The U.S. continues to lead in nominal GDP, projected at $29 trillion in 2024. The collective nominal GDP of the BRICS nations stands at approximately $27 trillion, a figure heavily influenced by China’s economic output. However, aggregate GDP figures mask underlying structural disparities.

BRICS economies, particularly China, rely heavily on exports, making them vulnerable to shifts in global demand. China’s industrial model depends on massive imports of raw materials:

Metals: It is the top global importer of iron ore, copper, aluminum, and nickel, essential for infrastructure and manufacturing.

Energy: China leads the world in crude oil imports.
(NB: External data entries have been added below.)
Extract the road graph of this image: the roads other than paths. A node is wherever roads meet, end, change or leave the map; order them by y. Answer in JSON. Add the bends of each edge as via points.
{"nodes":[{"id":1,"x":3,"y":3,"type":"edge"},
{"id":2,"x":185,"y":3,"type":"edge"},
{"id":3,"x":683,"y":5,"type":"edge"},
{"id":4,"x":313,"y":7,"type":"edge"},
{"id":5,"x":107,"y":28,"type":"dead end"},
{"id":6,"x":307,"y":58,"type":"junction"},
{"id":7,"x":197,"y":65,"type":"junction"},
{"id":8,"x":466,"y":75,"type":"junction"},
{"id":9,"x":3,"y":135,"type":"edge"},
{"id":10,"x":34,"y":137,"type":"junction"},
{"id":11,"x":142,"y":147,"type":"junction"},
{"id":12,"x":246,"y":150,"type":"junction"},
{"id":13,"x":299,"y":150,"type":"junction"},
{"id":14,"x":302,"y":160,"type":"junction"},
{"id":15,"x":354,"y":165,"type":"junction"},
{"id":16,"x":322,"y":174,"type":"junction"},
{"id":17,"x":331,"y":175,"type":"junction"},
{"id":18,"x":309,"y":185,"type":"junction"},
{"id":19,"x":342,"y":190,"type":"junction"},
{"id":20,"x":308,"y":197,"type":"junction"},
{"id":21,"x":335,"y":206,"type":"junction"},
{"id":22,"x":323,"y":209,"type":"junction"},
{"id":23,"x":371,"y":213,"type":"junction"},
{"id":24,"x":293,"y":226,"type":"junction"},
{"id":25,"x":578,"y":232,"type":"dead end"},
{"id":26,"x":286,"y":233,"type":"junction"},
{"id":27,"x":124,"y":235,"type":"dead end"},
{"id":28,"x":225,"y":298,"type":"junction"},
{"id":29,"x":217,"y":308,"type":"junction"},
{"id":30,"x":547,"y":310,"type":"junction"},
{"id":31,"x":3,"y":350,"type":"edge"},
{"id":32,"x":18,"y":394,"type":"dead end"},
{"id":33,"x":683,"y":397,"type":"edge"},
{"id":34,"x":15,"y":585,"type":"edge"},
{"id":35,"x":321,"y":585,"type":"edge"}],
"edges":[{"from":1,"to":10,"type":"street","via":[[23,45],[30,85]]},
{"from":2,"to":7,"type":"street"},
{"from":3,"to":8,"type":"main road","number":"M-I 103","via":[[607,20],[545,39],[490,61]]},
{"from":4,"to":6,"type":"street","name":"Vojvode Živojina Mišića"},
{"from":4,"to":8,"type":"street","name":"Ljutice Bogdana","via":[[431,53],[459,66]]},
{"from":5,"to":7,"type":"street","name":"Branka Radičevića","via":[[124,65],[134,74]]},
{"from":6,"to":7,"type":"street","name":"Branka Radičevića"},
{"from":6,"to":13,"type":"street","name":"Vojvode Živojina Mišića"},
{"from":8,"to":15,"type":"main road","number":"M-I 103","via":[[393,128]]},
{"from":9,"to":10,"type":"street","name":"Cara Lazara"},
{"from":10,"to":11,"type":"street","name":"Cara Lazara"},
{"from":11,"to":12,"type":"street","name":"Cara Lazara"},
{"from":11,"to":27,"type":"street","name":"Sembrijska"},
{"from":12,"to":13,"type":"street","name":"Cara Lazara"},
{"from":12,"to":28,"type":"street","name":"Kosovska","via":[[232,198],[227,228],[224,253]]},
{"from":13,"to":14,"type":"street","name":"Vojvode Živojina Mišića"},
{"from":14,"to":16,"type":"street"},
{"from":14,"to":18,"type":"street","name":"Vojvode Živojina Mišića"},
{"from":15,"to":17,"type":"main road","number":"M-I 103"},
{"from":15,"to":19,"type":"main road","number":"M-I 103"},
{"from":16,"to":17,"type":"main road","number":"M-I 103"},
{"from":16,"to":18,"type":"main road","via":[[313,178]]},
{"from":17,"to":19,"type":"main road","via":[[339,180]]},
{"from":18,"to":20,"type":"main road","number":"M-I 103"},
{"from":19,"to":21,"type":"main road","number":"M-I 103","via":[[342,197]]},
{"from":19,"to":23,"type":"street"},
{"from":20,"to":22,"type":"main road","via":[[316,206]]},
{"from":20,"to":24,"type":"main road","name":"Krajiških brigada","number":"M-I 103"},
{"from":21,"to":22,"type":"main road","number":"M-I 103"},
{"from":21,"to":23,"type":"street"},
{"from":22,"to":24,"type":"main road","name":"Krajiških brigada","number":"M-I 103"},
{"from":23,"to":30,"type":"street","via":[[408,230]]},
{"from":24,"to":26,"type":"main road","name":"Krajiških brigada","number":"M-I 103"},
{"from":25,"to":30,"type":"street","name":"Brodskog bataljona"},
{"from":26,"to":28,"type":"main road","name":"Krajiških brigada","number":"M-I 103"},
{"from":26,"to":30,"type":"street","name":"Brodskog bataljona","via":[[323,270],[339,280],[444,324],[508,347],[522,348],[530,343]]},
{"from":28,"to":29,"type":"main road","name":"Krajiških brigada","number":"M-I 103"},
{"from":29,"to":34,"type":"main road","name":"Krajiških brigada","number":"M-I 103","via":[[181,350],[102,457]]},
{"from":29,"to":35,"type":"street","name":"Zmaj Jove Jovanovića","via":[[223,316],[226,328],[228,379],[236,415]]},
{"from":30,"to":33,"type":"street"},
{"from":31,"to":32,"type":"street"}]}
Agriculture: It imports substantial volumes of soybeans, corn, wheat, and dairy products, resulting in a net food deficit.

As Western nations seek to diversify supply chains and reduce reliance on Chinese manufacturing, Beijing faces mounting pressure to secure new export markets and maintain stable access to critical commodities. This dual dependency poses long-term risks to its growth trajectory.

The U.S. dollar remains the cornerstone of global finance. As of 2022:

Approximately 58% of global foreign exchange reserves are held in USD.

Over 90% of forex transactions involve the dollar.

Around half of global trade is invoiced in dollars, despite the U.S. accounting for only 10% of global trade volume.

Notably, about 80% of dollar usage in international trade occurs between non-U.S. entities, highlighting its role as the default medium of exchange. Additionally, most cross-border loans and bonds are denominated in USD, even when issued by non-American parties.

Although BRICS members like China and Russia have pursued de-dollarization—such as settling bilateral trade in local currencies—they lack the depth of capital markets, institutional credibility, and liquidity needed to displace the dollar. Brazil’s central bank has acknowledged that no viable alternative to dollar-based financial systems currently exists within the bloc.

Demographics present another challenge for BRICS, especially China and Russia. China’s fertility rate has fallen to 1.3 births per woman, well below the 2.1 replacement level. Its working-age population is shrinking while the elderly population expands rapidly. By 2030, one in four Chinese citizens is expected to be over 60. A gender imbalance—29 million more males than females—further complicates family formation and social stability. These factors constrain consumer demand, labor supply, and productivity growth.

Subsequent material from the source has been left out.